Henry Wadsworth Longfellow used a ductic hexameter (which is arranged in succession to six Daktil) on the long and first line of his poem "Evangelin". "This is the primitive man of the forest" Pine and Tuga (Long Fellow is also an example of the last Daktil with syllable shortness and the other is Catatrexis) "Five Ducklings play Beyond the top of a mountain ", it is in stark contrast to the internal rhyme where words in the middle of a line rhyme with another word at the end of the line or elsewhere in the poem. As often used in Shelly's "clouds", "I am a girl on the earth and water ... / I will walk the pores on the sea and the coast. When the first sound is repeated," The ship is ashamed of the coast ), Sometimes called rhyme or first rhyme
In recent days, I have read some Henry Wadsworth Longfellow (1807-1882). Long Fellow is a lyric poet who tried his hand in a free poem. I wrote the long fellow in detail. I admit that I can not turn myself "Evangeline" and "The Song of Hiawatha". I understand that this fashionable poetry was written and appreciated before the continuous emergence of radio, TV, Sony Walkman and the Internet. I would like to read about the poetry of the 19th century for about an hour.

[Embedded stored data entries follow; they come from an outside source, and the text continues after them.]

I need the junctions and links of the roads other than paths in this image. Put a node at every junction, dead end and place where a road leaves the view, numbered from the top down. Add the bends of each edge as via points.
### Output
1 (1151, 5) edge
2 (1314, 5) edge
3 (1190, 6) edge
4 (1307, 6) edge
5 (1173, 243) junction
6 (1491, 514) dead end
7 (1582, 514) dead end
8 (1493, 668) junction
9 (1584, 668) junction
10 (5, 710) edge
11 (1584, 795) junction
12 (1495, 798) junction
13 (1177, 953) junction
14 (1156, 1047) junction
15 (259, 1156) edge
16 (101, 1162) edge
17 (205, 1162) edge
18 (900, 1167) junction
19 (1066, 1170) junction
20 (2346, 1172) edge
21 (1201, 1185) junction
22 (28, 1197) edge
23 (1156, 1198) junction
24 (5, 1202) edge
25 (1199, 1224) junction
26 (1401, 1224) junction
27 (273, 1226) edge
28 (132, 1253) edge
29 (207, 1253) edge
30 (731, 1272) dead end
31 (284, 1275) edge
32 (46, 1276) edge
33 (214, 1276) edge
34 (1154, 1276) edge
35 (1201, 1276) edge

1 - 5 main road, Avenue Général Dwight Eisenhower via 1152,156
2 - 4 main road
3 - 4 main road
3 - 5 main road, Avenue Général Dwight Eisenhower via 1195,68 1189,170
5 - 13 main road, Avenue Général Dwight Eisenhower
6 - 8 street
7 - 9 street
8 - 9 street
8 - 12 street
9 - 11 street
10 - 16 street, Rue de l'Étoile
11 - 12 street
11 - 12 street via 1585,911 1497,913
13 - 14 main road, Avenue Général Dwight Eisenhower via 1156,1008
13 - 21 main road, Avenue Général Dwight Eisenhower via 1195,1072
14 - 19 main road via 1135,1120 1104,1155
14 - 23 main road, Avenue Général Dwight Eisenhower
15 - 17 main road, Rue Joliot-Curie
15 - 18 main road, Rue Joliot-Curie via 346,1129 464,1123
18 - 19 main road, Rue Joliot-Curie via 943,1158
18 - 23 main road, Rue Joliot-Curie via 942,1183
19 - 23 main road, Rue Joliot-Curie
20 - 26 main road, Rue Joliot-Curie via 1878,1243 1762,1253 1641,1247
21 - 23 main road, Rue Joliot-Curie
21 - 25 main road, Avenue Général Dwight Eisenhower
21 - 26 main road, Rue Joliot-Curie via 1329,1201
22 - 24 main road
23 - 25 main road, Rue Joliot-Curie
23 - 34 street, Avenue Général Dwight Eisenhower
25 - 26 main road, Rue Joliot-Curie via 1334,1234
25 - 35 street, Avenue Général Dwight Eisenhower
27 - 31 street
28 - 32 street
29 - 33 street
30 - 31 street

Hiawatha's song is one of the few long poetry of Long Fellows. Longfellow broke half of the women in Ojibwe with the eyes of Henry Law Schoolcraft (1793 - 1864), ethnologist, explorer, and Indian agent. Long Fellow weakens the character's heroic status by expressing it as "childish and immature" rather than a universal human being, combining myths and history. Sometimes he may look different from human needs naturally, sometimes as sympathy (Wagenknecht, pp. 102 and 96).